Records from a dataset:
####

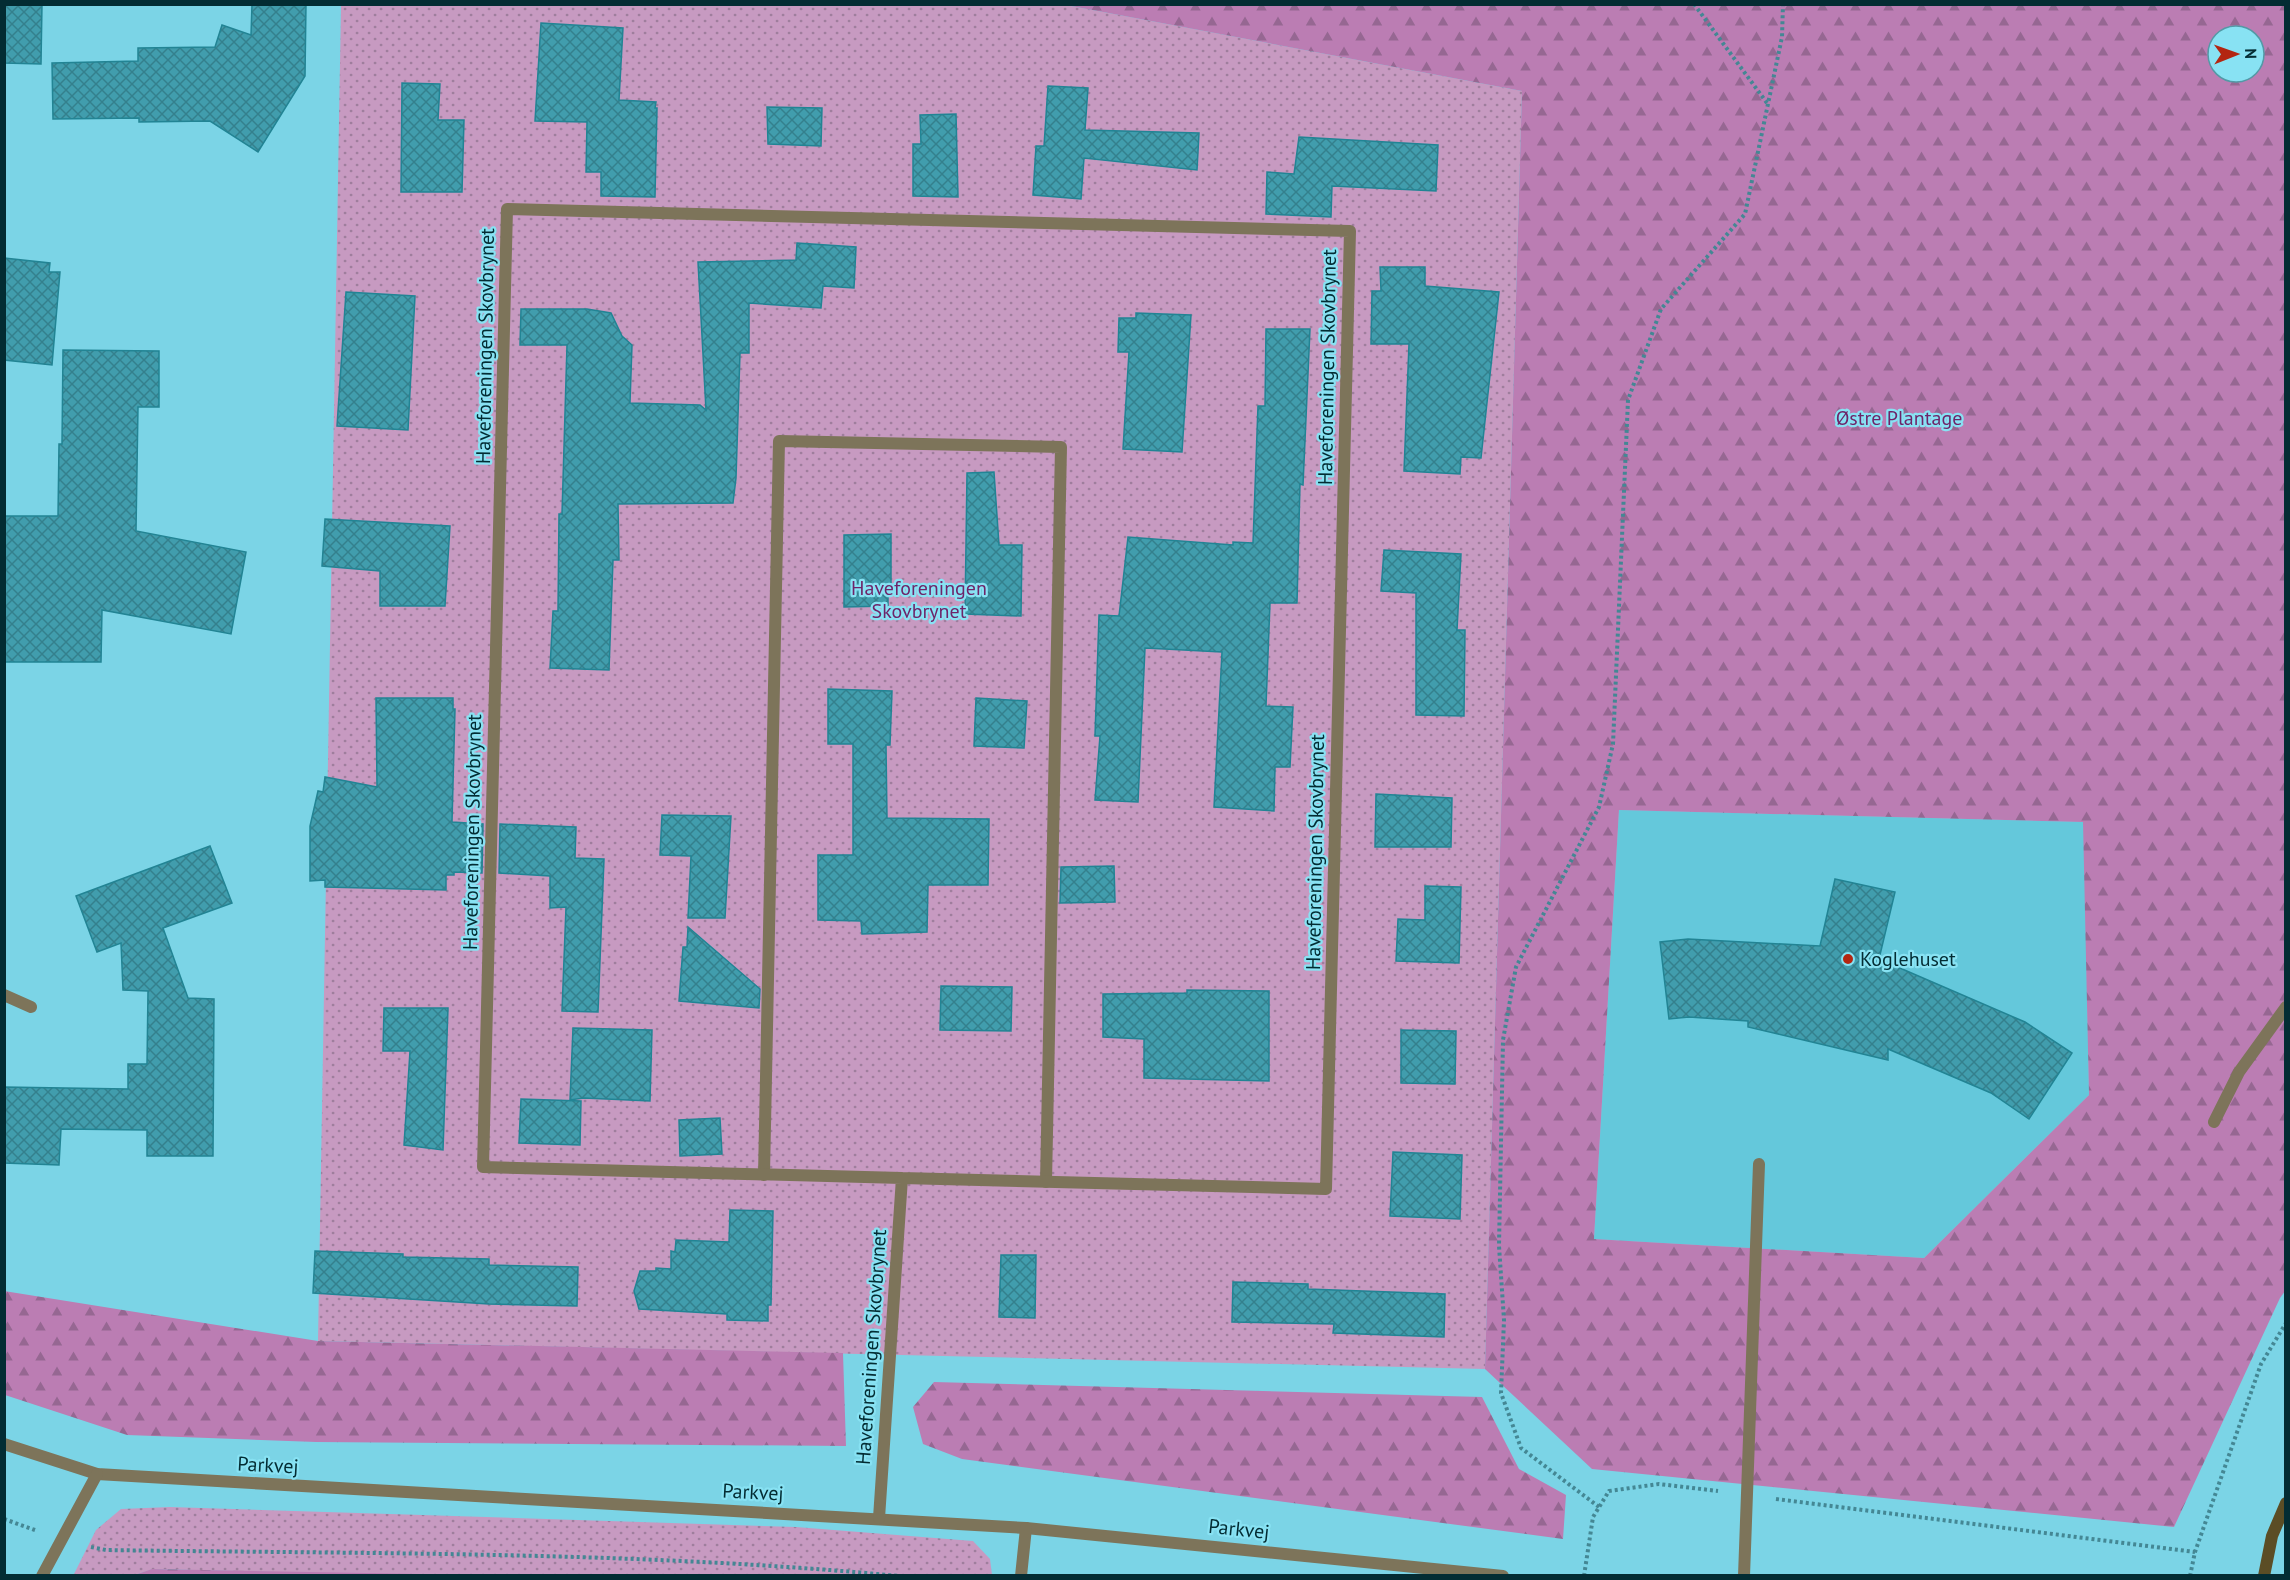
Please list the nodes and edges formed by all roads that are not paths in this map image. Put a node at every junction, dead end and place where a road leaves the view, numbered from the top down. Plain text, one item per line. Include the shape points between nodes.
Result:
1 (4, 995) edge
2 (31, 1007) dead end
3 (2286, 1007) edge
4 (2214, 1122) dead end
5 (1759, 1164) dead end
6 (764, 1175) junction
7 (902, 1178) junction
8 (1046, 1182) junction
9 (4, 1444) edge
10 (97, 1474) junction
11 (2286, 1503) edge
12 (879, 1518) junction
13 (1026, 1528) junction
14 (42, 1575) edge
15 (1021, 1575) edge
16 (1503, 1575) edge
17 (1744, 1575) edge
18 (2264, 1575) edge

1 - 2 street
3 - 4 street via 2239,1071
5 - 17 street
6 - 7 street, Haveforeningen Skovbrynet
6 - 8 street via 779,441 1061,447
6 - 8 street, Haveforeningen Skovbrynet via 483,1167 507,209 1350,231 1326,1189
7 - 8 street, Haveforeningen Skovbrynet
7 - 12 street, Haveforeningen Skovbrynet
9 - 10 street, Parkvej
10 - 12 street, Parkvej
10 - 14 street
11 - 18 street via 2272,1536
12 - 13 street, Parkvej
13 - 15 street
13 - 16 street, Parkvej

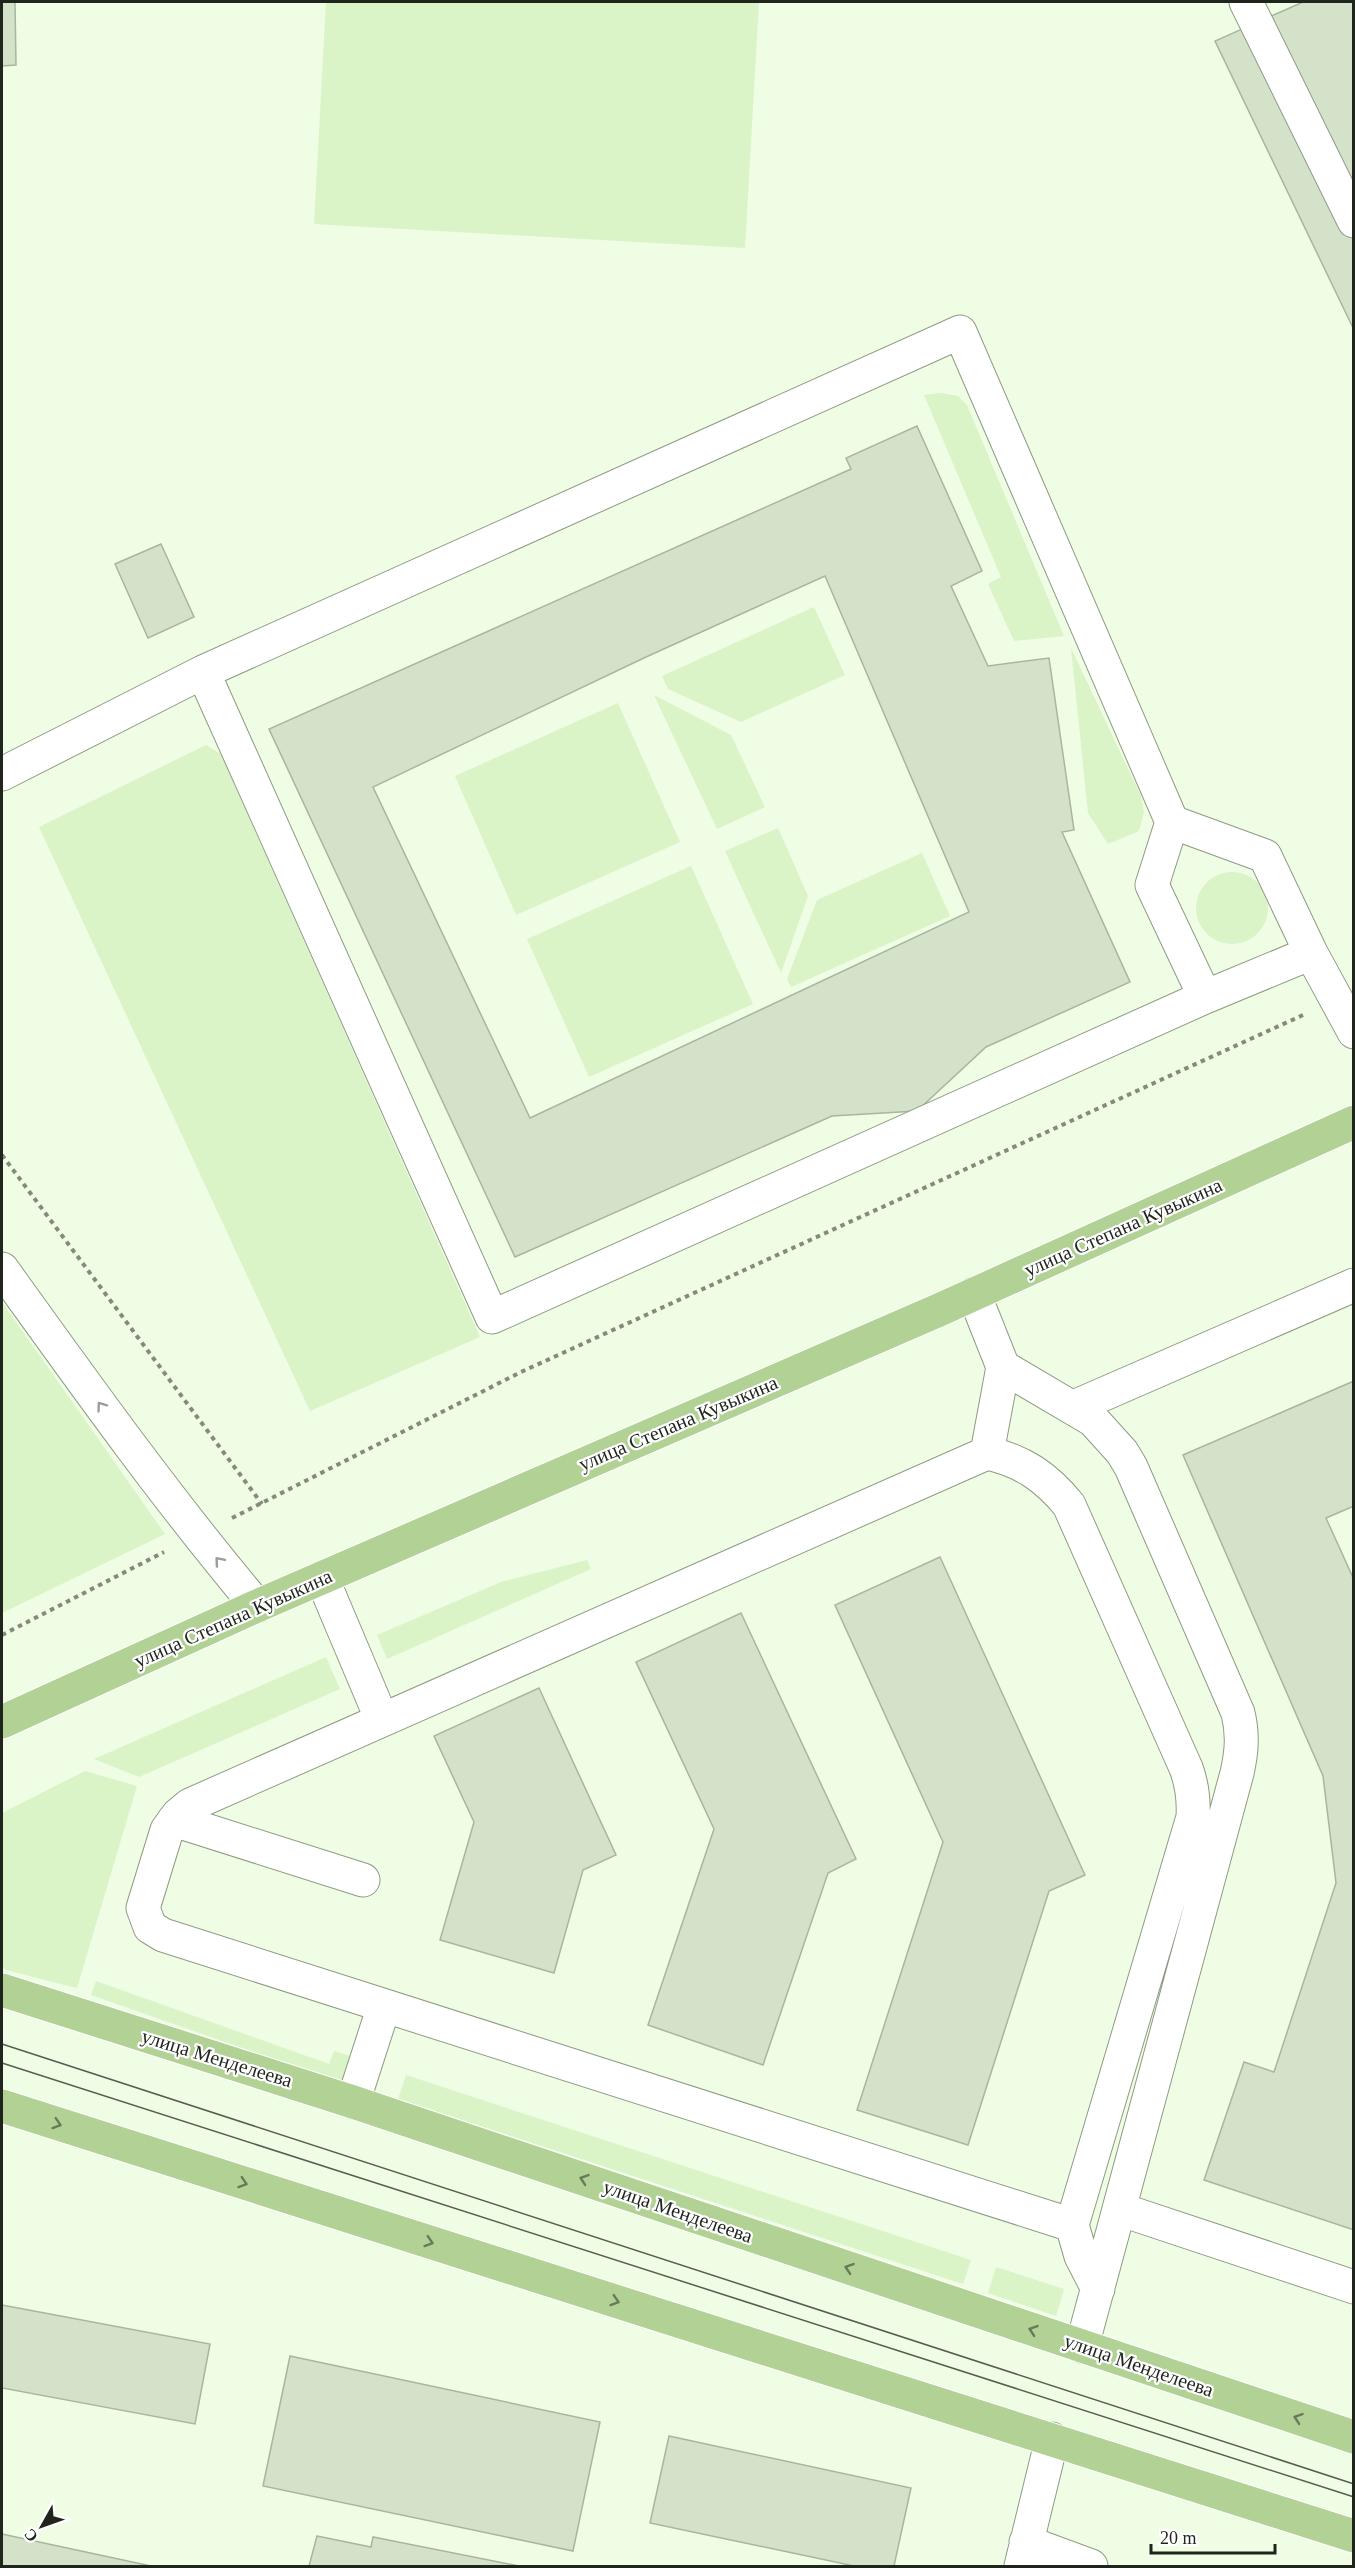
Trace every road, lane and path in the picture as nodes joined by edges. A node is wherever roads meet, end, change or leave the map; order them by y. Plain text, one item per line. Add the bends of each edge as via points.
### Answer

####

WHAT IS REQUIRED:
Your reply must reproduce all of the entries exactly and contain no pictures.

RESPONSE AREA:
Please list the nodes and edges formed by all roads that are not paths in this map image. Put a node at every junction, dead end and place where a road leaves the view, numbered from the top down. Plain text, one item per line. Include the shape points between nodes.
Result:
1 (4, 995) edge
2 (31, 1007) dead end
3 (2286, 1007) edge
4 (2214, 1122) dead end
5 (1759, 1164) dead end
6 (764, 1175) junction
7 (902, 1178) junction
8 (1046, 1182) junction
9 (4, 1444) edge
10 (97, 1474) junction
11 (2286, 1503) edge
12 (879, 1518) junction
13 (1026, 1528) junction
14 (42, 1575) edge
15 (1021, 1575) edge
16 (1503, 1575) edge
17 (1744, 1575) edge
18 (2264, 1575) edge

1 - 2 street
3 - 4 street via 2239,1071
5 - 17 street
6 - 7 street, Haveforeningen Skovbrynet
6 - 8 street via 779,441 1061,447
6 - 8 street, Haveforeningen Skovbrynet via 483,1167 507,209 1350,231 1326,1189
7 - 8 street, Haveforeningen Skovbrynet
7 - 12 street, Haveforeningen Skovbrynet
9 - 10 street, Parkvej
10 - 12 street, Parkvej
10 - 14 street
11 - 18 street via 2272,1536
12 - 13 street, Parkvej
13 - 15 street
13 - 16 street, Parkvej

Trace every road, lane and path in the picture as nodes joined by edges. A node is wherever roads meet, end, change or leave the map; order them by y. Plain text, one item per line. Add the bends of each edge as via points.
### Answer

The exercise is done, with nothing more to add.